Subramani parasuraman.

Unit of Pharmacology, AIMST University, Kedah, Malaysia

Aaseer Thamby Sam

1 Unit of Pharmacy Practice, Faculty of Pharmacy, AIMST University, Kedah, Malaysia

Stephanie Wong Kah Yee

Bobby lau chik chuon.

This study aimed to study the mobile phone addiction behavior and awareness on electromagnetic radiation (EMR) among a sample of Malaysian population.

This online study was conducted between December 2015 and 2016. The study instrument comprised eight segments, namely, informed consent form, demographic details, habituation, mobile phone fact and EMR details, mobile phone awareness education, psychomotor (anxious behavior) analysis, and health issues. Frequency of the data was calculated and summarized in the results.

Totally, 409 respondents participated in the study.
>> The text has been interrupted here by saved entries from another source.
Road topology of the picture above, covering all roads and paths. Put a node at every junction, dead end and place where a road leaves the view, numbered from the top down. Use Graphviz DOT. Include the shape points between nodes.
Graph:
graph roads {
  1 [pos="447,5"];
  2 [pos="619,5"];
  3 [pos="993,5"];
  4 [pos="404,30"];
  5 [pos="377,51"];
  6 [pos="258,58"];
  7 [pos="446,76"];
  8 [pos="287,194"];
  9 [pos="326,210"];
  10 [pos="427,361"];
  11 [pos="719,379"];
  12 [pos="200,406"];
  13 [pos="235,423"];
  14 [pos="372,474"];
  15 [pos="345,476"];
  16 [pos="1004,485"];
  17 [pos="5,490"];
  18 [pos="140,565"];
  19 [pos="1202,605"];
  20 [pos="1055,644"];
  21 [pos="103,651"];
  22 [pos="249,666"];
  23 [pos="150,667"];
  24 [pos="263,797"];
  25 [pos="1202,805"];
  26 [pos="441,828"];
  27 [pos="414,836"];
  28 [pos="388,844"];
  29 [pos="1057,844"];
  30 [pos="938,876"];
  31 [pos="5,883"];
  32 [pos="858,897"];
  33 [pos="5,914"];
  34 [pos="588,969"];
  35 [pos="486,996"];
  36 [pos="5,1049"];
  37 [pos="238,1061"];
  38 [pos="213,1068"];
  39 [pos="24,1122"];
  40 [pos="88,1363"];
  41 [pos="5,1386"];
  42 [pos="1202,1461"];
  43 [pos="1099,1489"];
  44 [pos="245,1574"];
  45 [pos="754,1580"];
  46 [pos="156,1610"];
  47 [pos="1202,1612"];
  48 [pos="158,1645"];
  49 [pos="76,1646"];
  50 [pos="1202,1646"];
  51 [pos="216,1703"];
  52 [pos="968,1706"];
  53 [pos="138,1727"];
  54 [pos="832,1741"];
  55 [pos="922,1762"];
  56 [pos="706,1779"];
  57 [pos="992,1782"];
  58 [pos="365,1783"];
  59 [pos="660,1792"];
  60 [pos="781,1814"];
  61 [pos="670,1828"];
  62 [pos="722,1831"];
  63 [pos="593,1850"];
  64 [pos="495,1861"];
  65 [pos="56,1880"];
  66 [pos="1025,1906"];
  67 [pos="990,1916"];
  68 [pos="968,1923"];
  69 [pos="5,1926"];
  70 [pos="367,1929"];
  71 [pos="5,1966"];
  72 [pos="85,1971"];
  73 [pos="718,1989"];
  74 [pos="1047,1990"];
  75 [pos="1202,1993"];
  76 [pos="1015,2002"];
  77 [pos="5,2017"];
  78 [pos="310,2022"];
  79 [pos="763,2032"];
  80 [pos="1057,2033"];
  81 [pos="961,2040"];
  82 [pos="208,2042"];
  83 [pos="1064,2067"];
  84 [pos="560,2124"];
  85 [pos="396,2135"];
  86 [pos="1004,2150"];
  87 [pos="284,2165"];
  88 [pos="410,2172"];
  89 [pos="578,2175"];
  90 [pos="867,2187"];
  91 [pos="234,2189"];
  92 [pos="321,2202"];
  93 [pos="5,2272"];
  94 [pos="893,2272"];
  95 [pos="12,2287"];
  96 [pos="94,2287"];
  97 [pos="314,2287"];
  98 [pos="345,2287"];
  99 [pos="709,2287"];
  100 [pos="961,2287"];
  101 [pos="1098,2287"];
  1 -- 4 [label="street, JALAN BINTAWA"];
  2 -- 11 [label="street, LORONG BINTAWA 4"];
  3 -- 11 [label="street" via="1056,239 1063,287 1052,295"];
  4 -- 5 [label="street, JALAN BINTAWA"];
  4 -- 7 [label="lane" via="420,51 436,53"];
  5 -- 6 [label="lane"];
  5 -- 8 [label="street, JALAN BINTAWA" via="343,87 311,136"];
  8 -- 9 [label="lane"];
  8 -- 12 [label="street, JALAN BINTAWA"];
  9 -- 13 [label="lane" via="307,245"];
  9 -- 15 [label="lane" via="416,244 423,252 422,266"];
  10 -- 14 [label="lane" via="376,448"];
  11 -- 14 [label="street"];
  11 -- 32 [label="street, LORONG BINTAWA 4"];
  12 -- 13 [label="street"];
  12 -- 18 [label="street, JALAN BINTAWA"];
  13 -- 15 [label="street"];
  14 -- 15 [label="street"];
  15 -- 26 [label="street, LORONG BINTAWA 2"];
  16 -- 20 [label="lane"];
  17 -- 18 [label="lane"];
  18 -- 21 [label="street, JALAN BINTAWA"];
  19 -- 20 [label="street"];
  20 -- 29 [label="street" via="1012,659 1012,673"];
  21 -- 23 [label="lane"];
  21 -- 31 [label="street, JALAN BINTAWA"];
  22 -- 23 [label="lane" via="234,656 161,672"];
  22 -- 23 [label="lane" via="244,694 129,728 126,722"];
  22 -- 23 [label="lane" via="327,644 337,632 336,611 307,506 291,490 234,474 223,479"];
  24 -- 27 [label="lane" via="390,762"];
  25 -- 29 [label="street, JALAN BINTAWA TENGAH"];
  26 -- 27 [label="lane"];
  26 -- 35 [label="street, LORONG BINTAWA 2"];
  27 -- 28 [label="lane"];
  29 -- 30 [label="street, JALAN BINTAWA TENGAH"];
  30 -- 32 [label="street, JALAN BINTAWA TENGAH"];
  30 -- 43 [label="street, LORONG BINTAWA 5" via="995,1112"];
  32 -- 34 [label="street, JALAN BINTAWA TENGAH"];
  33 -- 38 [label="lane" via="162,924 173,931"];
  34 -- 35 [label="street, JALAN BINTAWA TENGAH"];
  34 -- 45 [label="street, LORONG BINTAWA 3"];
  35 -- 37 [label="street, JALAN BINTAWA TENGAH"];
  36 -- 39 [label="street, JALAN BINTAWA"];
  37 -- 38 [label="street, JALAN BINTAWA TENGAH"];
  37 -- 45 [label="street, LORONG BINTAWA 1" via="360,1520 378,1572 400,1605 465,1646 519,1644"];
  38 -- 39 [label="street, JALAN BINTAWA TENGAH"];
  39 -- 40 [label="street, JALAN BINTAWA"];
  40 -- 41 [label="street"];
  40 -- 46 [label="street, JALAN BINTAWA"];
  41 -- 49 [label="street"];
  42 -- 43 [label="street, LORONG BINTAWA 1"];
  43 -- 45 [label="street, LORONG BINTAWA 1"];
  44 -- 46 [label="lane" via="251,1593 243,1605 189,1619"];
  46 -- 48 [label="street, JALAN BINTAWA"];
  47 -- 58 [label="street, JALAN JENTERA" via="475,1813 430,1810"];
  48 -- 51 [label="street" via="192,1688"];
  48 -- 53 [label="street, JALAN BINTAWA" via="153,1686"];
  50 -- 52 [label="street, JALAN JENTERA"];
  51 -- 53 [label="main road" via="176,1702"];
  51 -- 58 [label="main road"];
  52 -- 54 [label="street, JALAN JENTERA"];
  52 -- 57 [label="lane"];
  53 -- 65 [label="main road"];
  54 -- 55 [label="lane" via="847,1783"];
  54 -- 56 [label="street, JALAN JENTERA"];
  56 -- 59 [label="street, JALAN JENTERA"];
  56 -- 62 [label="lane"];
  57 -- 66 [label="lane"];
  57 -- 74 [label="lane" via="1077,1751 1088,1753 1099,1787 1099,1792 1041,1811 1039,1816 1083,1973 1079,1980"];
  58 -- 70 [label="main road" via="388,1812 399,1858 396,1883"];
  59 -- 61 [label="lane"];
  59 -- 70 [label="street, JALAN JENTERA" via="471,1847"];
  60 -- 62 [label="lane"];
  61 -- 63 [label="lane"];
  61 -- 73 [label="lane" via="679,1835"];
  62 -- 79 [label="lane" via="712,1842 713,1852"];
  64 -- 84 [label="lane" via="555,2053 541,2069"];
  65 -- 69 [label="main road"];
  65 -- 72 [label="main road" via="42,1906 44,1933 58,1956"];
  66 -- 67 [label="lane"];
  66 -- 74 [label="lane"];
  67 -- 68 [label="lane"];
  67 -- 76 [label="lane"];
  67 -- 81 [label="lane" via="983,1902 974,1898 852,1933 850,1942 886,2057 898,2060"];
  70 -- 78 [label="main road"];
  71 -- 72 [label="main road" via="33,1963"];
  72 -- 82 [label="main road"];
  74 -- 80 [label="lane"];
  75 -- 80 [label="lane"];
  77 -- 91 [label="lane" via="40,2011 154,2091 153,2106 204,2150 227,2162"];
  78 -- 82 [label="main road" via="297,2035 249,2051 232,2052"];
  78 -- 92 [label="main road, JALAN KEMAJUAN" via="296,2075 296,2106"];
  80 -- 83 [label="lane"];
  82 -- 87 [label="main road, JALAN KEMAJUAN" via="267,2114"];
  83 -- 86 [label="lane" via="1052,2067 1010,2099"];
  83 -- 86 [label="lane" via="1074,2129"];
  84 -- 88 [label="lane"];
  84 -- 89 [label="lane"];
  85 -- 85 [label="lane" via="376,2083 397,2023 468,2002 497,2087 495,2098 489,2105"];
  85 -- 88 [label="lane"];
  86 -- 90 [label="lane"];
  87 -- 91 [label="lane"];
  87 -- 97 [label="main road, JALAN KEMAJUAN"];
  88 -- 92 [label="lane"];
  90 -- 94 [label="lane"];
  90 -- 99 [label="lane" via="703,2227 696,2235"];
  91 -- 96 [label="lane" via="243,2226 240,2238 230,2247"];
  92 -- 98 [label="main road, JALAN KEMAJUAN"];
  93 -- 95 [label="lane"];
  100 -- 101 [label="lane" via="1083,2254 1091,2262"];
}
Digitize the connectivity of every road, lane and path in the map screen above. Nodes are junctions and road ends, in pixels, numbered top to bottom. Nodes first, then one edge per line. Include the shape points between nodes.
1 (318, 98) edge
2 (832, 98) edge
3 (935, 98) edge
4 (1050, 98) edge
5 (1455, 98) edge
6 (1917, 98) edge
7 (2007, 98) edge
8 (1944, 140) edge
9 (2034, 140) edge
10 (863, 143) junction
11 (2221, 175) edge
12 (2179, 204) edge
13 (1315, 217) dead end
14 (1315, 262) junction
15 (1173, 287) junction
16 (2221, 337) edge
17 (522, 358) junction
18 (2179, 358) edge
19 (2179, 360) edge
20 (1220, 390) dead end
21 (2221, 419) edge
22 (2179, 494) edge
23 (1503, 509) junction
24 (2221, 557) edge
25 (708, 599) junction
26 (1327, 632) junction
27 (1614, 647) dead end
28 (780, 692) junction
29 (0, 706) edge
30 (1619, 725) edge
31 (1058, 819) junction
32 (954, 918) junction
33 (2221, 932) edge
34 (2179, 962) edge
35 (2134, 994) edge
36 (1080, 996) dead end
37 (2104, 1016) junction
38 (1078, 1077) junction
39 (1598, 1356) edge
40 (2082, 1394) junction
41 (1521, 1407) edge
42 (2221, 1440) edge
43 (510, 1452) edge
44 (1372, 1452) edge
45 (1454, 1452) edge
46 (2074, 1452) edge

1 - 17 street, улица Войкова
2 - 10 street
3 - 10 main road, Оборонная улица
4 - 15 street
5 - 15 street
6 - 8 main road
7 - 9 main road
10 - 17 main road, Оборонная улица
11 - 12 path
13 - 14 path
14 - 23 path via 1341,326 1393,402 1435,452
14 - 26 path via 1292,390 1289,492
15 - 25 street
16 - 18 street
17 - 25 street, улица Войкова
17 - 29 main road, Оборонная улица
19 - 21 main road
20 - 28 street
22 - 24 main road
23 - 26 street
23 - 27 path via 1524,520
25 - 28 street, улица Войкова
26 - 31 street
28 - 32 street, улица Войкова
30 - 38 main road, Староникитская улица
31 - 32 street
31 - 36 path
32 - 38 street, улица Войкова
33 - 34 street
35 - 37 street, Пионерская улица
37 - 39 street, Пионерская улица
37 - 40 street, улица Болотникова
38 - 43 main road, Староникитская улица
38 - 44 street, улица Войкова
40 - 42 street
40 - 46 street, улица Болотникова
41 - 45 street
The mean age of the study participants was 22.88 (standard error = 0.24) years. Most of the study participants developed dependency with smartphone usage and had awareness (level 6) on EMR. No significant changes were found on mobile phone addiction behavior between the participants having accommodation on home and hostel.

Conclusion:

The study participants were aware about mobile phone/radiation hazards and many of them were extremely dependent on smartphones. One-fourth of the study population were found having feeling of wrist and hand pain because of smartphone use which may lead to further physiological and physiological complication.

INTRODUCTION

Mobile/hand phones are powerful communication devices, first demonstrated by Motorola in 1973, and made commercially available from 1984.[ 1 ] In the last few years, hand phones have become an integral part of our lives. The number of mobile cellular subscriptions is constantly increasing every year. In 2016, there were more than seven billion users worldwide. The percentage of internet usage also increased globally 7-fold from 6.5% to 43% between 2000 and 2015. The percentage of households with internet access also increased from 18% in 2005 to 46% in 2015.[ 2 ] Parlay, the addiction behavior to mobile phone is also increasing. In 2012, new Time Mobility Poll reported that 84% people “couldn't go a single day without their mobile devices.”[ 3 ] Around 206 published survey reports suggest that 50% of teens and 27% of parents feel that they are addicted to mobiles.[ 4 ] The recent studies also reported the increase of mobile phone dependence, and this could increase internet addiction.[ 5 ] Overusage of mobile phones may cause psychological illness such as dry eyes, computer vision syndrome, weakness of thumb and wrist, neck pain and rigidity, increased frequency of De Quervain's tenosynovitis, tactile hallucinations, nomophobia, insecurity, delusions, auditory sleep disturbances, insomnia, hallucinations, lower self-confidence, and mobile phone addiction disorders.[ 6 ] In animals, chronic exposure to Wi-Fi radiation caused behavioral alterations, liver enzyme impairment, pyknotic nucleus, and apoptosis in brain cortex.[ 7 ] Kesari et al . concluded that the mobile phone radiation may increase the reactive oxygen species, which plays an important role in the development of metabolic and neurodegenerative diseases.[ 8 ]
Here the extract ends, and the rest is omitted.